What is required>
Please write out every line of the material exactly.

[Start of Attachment]

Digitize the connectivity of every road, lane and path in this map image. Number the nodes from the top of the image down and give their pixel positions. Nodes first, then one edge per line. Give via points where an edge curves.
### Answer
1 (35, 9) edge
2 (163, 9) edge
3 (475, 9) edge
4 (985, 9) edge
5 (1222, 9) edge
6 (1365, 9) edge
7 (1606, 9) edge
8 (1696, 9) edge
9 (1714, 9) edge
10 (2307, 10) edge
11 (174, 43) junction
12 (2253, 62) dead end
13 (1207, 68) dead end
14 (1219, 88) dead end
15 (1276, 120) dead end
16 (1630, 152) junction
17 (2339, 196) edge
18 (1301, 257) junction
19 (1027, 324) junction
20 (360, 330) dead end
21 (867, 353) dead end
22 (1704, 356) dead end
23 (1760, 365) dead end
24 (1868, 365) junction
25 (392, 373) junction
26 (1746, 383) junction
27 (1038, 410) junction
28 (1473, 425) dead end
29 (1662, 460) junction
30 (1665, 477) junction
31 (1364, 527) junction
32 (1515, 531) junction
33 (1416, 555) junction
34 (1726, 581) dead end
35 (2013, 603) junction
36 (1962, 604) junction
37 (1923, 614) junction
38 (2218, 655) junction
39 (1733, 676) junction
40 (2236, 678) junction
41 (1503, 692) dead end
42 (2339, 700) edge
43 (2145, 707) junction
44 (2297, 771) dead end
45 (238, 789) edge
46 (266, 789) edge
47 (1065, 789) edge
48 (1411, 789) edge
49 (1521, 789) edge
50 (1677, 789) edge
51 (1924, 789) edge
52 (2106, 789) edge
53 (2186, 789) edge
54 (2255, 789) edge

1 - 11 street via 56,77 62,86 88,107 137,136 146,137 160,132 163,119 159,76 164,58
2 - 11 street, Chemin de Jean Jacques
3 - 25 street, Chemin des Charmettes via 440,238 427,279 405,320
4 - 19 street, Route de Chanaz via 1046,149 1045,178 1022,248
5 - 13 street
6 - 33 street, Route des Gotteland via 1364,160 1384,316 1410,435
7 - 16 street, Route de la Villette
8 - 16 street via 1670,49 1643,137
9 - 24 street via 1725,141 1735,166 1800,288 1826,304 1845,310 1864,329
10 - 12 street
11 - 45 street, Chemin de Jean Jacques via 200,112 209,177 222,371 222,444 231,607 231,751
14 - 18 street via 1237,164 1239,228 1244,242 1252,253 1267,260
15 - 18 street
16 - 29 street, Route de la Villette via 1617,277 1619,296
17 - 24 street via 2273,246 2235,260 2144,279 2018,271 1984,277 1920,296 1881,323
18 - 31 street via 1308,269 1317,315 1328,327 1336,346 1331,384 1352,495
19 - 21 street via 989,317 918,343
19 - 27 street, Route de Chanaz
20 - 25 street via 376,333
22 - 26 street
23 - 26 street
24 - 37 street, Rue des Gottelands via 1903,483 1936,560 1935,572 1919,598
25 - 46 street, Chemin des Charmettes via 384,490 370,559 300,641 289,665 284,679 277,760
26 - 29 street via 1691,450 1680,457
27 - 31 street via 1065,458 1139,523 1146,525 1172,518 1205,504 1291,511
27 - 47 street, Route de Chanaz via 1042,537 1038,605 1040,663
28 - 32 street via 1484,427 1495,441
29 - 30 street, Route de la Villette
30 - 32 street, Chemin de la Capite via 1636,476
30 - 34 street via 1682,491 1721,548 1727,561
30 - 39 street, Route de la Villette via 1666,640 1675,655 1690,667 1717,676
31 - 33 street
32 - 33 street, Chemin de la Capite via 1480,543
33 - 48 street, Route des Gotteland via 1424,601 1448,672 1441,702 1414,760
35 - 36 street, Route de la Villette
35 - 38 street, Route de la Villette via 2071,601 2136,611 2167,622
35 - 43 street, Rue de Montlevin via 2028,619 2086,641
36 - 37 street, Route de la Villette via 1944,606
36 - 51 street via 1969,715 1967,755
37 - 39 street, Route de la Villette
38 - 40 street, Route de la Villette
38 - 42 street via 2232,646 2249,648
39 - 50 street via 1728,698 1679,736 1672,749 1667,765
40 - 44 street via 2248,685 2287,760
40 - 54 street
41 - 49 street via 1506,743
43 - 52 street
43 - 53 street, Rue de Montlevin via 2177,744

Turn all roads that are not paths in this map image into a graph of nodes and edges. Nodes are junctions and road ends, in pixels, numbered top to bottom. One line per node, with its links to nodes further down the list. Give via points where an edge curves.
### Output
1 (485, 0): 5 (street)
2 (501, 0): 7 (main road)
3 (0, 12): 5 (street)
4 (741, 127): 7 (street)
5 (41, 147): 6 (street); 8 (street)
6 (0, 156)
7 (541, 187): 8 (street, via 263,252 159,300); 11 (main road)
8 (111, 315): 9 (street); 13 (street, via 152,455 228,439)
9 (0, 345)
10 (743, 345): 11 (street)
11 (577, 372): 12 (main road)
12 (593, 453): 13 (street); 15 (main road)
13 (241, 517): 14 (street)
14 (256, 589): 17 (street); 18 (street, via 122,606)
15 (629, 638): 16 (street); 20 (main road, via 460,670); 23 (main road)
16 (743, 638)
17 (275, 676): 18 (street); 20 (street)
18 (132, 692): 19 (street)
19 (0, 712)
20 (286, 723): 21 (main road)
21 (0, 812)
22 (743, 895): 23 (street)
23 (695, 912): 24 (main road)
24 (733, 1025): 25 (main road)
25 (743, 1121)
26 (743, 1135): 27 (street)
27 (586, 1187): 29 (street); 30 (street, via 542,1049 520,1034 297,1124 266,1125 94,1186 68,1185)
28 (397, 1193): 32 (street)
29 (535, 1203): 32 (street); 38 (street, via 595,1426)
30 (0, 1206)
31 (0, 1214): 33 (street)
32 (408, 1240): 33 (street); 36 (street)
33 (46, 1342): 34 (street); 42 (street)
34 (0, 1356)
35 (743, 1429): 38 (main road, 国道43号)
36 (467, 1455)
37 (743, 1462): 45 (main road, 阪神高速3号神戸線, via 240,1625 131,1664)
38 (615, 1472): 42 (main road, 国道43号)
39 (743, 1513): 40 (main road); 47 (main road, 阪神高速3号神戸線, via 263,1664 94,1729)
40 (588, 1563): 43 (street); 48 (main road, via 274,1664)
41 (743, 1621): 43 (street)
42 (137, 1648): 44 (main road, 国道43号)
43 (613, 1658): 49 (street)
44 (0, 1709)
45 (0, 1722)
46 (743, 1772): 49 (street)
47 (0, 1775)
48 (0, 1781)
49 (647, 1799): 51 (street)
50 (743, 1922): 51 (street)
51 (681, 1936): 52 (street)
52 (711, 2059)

[End of Attachment]

Answer box>
Digitize the connectivity of every road, lane and path in this map image. Number the nodes from the top of the image down and give their pixel positions. Nodes first, then one edge per line. Give via points where an edge curves.
### Answer
1 (35, 9) edge
2 (163, 9) edge
3 (475, 9) edge
4 (985, 9) edge
5 (1222, 9) edge
6 (1365, 9) edge
7 (1606, 9) edge
8 (1696, 9) edge
9 (1714, 9) edge
10 (2307, 10) edge
11 (174, 43) junction
12 (2253, 62) dead end
13 (1207, 68) dead end
14 (1219, 88) dead end
15 (1276, 120) dead end
16 (1630, 152) junction
17 (2339, 196) edge
18 (1301, 257) junction
19 (1027, 324) junction
20 (360, 330) dead end
21 (867, 353) dead end
22 (1704, 356) dead end
23 (1760, 365) dead end
24 (1868, 365) junction
25 (392, 373) junction
26 (1746, 383) junction
27 (1038, 410) junction
28 (1473, 425) dead end
29 (1662, 460) junction
30 (1665, 477) junction
31 (1364, 527) junction
32 (1515, 531) junction
33 (1416, 555) junction
34 (1726, 581) dead end
35 (2013, 603) junction
36 (1962, 604) junction
37 (1923, 614) junction
38 (2218, 655) junction
39 (1733, 676) junction
40 (2236, 678) junction
41 (1503, 692) dead end
42 (2339, 700) edge
43 (2145, 707) junction
44 (2297, 771) dead end
45 (238, 789) edge
46 (266, 789) edge
47 (1065, 789) edge
48 (1411, 789) edge
49 (1521, 789) edge
50 (1677, 789) edge
51 (1924, 789) edge
52 (2106, 789) edge
53 (2186, 789) edge
54 (2255, 789) edge

1 - 11 street via 56,77 62,86 88,107 137,136 146,137 160,132 163,119 159,76 164,58
2 - 11 street, Chemin de Jean Jacques
3 - 25 street, Chemin des Charmettes via 440,238 427,279 405,320
4 - 19 street, Route de Chanaz via 1046,149 1045,178 1022,248
5 - 13 street
6 - 33 street, Route des Gotteland via 1364,160 1384,316 1410,435
7 - 16 street, Route de la Villette
8 - 16 street via 1670,49 1643,137
9 - 24 street via 1725,141 1735,166 1800,288 1826,304 1845,310 1864,329
10 - 12 street
11 - 45 street, Chemin de Jean Jacques via 200,112 209,177 222,371 222,444 231,607 231,751
14 - 18 street via 1237,164 1239,228 1244,242 1252,253 1267,260
15 - 18 street
16 - 29 street, Route de la Villette via 1617,277 1619,296
17 - 24 street via 2273,246 2235,260 2144,279 2018,271 1984,277 1920,296 1881,323
18 - 31 street via 1308,269 1317,315 1328,327 1336,346 1331,384 1352,495
19 - 21 street via 989,317 918,343
19 - 27 street, Route de Chanaz
20 - 25 street via 376,333
22 - 26 street
23 - 26 street
24 - 37 street, Rue des Gottelands via 1903,483 1936,560 1935,572 1919,598
25 - 46 street, Chemin des Charmettes via 384,490 370,559 300,641 289,665 284,679 277,760
26 - 29 street via 1691,450 1680,457
27 - 31 street via 1065,458 1139,523 1146,525 1172,518 1205,504 1291,511
27 - 47 street, Route de Chanaz via 1042,537 1038,605 1040,663
28 - 32 street via 1484,427 1495,441
29 - 30 street, Route de la Villette
30 - 32 street, Chemin de la Capite via 1636,476
30 - 34 street via 1682,491 1721,548 1727,561
30 - 39 street, Route de la Villette via 1666,640 1675,655 1690,667 1717,676
31 - 33 street
32 - 33 street, Chemin de la Capite via 1480,543
33 - 48 street, Route des Gotteland via 1424,601 1448,672 1441,702 1414,760
35 - 36 street, Route de la Villette
35 - 38 street, Route de la Villette via 2071,601 2136,611 2167,622
35 - 43 street, Rue de Montlevin via 2028,619 2086,641
36 - 37 street, Route de la Villette via 1944,606
36 - 51 street via 1969,715 1967,755
37 - 39 street, Route de la Villette
38 - 40 street, Route de la Villette
38 - 42 street via 2232,646 2249,648
39 - 50 street via 1728,698 1679,736 1672,749 1667,765
40 - 44 street via 2248,685 2287,760
40 - 54 street
41 - 49 street via 1506,743
43 - 52 street
43 - 53 street, Rue de Montlevin via 2177,744

Turn all roads that are not paths in this map image into a graph of nodes and edges. Nodes are junctions and road ends, in pixels, numbered top to bottom. One line per node, with its links to nodes further down the list. Give via points where an edge curves.
### Output
1 (485, 0): 5 (street)
2 (501, 0): 7 (main road)
3 (0, 12): 5 (street)
4 (741, 127): 7 (street)
5 (41, 147): 6 (street); 8 (street)
6 (0, 156)
7 (541, 187): 8 (street, via 263,252 159,300); 11 (main road)
8 (111, 315): 9 (street); 13 (street, via 152,455 228,439)
9 (0, 345)
10 (743, 345): 11 (street)
11 (577, 372): 12 (main road)
12 (593, 453): 13 (street); 15 (main road)
13 (241, 517): 14 (street)
14 (256, 589): 17 (street); 18 (street, via 122,606)
15 (629, 638): 16 (street); 20 (main road, via 460,670); 23 (main road)
16 (743, 638)
17 (275, 676): 18 (street); 20 (street)
18 (132, 692): 19 (street)
19 (0, 712)
20 (286, 723): 21 (main road)
21 (0, 812)
22 (743, 895): 23 (street)
23 (695, 912): 24 (main road)
24 (733, 1025): 25 (main road)
25 (743, 1121)
26 (743, 1135): 27 (street)
27 (586, 1187): 29 (street); 30 (street, via 542,1049 520,1034 297,1124 266,1125 94,1186 68,1185)
28 (397, 1193): 32 (street)
29 (535, 1203): 32 (street); 38 (street, via 595,1426)
30 (0, 1206)
31 (0, 1214): 33 (street)
32 (408, 1240): 33 (street); 36 (street)
33 (46, 1342): 34 (street); 42 (street)
34 (0, 1356)
35 (743, 1429): 38 (main road, 国道43号)
36 (467, 1455)
37 (743, 1462): 45 (main road, 阪神高速3号神戸線, via 240,1625 131,1664)
38 (615, 1472): 42 (main road, 国道43号)
39 (743, 1513): 40 (main road); 47 (main road, 阪神高速3号神戸線, via 263,1664 94,1729)
40 (588, 1563): 43 (street); 48 (main road, via 274,1664)
41 (743, 1621): 43 (street)
42 (137, 1648): 44 (main road, 国道43号)
43 (613, 1658): 49 (street)
44 (0, 1709)
45 (0, 1722)
46 (743, 1772): 49 (street)
47 (0, 1775)
48 (0, 1781)
49 (647, 1799): 51 (street)
50 (743, 1922): 51 (street)
51 (681, 1936): 52 (street)
52 (711, 2059)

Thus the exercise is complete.